YOUR TASK: Write the listing out again exactly as it stands, with no images.

TASK DATA:
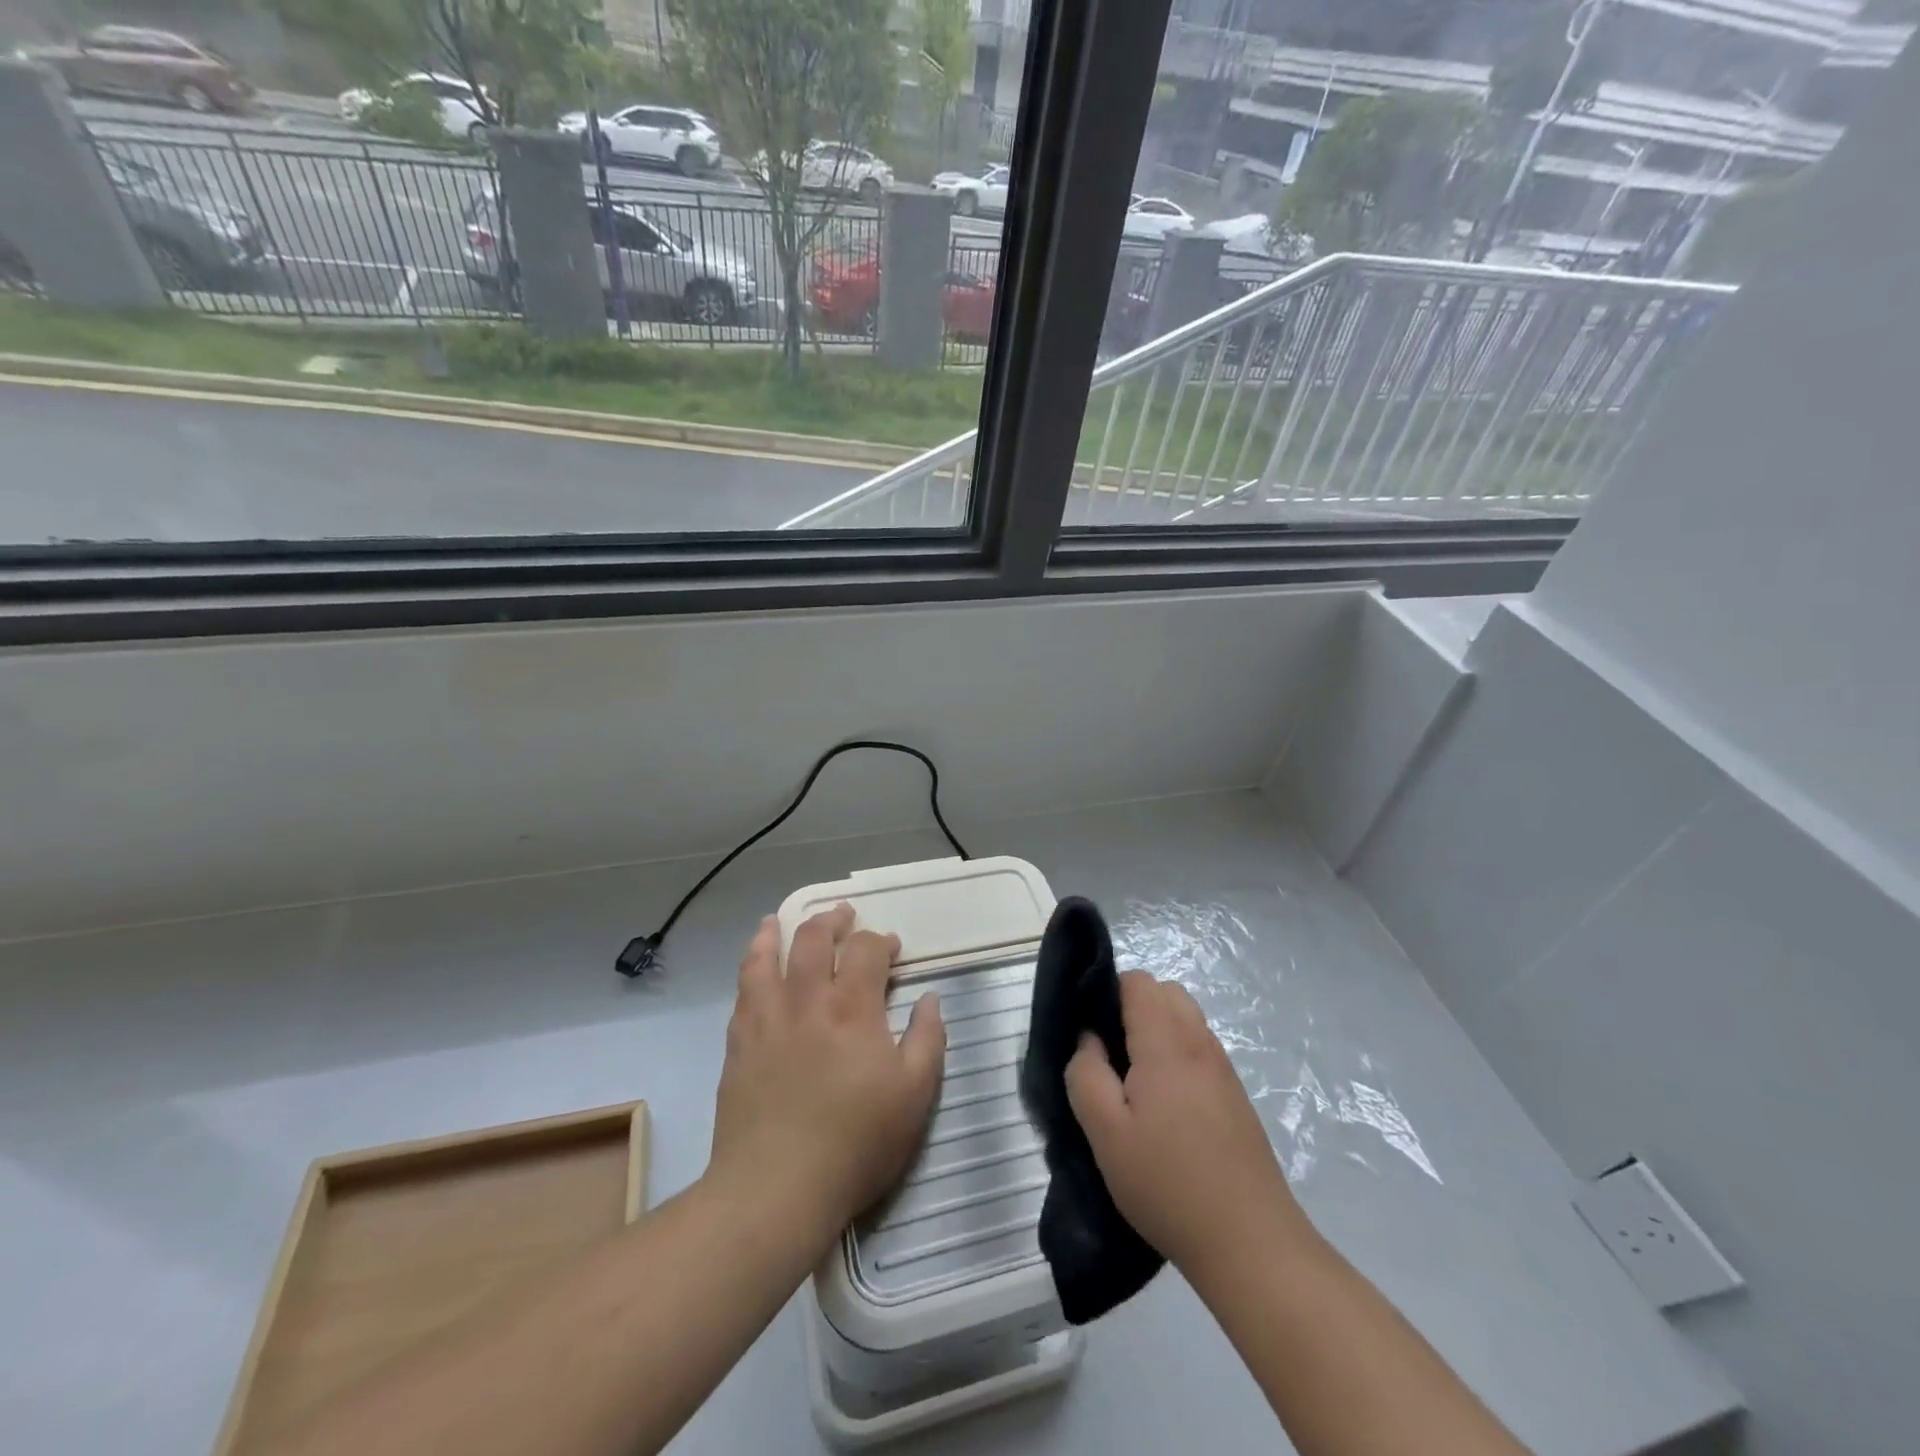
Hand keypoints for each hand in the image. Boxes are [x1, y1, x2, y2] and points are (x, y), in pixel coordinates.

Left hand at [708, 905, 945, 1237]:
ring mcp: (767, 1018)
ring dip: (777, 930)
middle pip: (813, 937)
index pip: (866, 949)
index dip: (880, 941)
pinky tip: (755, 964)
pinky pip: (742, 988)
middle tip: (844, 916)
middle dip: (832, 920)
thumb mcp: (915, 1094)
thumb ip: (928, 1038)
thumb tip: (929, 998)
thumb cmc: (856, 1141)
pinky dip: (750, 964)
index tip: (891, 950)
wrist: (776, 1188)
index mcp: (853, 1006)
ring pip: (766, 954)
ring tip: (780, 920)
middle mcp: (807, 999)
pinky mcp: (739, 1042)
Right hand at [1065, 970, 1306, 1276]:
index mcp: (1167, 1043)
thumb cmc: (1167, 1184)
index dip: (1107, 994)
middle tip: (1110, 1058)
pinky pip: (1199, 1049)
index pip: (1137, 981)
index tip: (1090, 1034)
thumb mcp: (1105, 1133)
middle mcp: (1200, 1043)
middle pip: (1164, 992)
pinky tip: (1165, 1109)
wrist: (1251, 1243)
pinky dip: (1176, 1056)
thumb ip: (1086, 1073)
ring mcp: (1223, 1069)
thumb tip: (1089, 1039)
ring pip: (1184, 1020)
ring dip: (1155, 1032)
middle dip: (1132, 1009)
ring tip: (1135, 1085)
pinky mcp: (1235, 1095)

TASK ANSWER:
Hand keypoints for each hand in the image. Boxes are [x1, y1, x2, y2] and points are (x, y), in pixel coordinates.

Left hand at [708, 905, 945, 1237]:
ring mcp: (767, 1018)
ring dip: (777, 930)
middle pip: (813, 937)
index pip: (866, 949)
index dip: (880, 941)
pinky tip: (755, 964)
pinky pip: (742, 988)
middle tip: (844, 916)
middle dip: (832, 920)
thumb mcp: (915, 1094)
thumb ip: (928, 1038)
thumb tip: (929, 998)
thumb cmc: (856, 1141)
pinky dip: (750, 964)
index tip: (891, 950)
wrist: (776, 1188)
index mcp: (853, 1006)
ring pip: (766, 954)
ring tip: (780, 920)
middle mcp: (807, 999)
pinky mcp: (739, 1042)
Right hand at [1065, 970, 1306, 1276]:
index mcp: (1167, 1043)
thumb cmc: (1167, 1184)
index dip: (1107, 994)
middle tip: (1110, 1058)
pinky pip: (1199, 1049)
index pip: (1137, 981)
index tip: (1090, 1034)
thumb mcp: (1105, 1133)
middle mcp: (1200, 1043)
middle pip: (1164, 992)
pinky tip: (1165, 1109)
wrist: (1251, 1243)
pinky dip: (1176, 1056)
thumb ip: (1086, 1073)
ring mcp: (1223, 1069)
thumb tip: (1089, 1039)
ring pip: (1184, 1020)
ring dip: (1155, 1032)
middle dip: (1132, 1009)
ring tip: (1135, 1085)
pinky mcp: (1235, 1095)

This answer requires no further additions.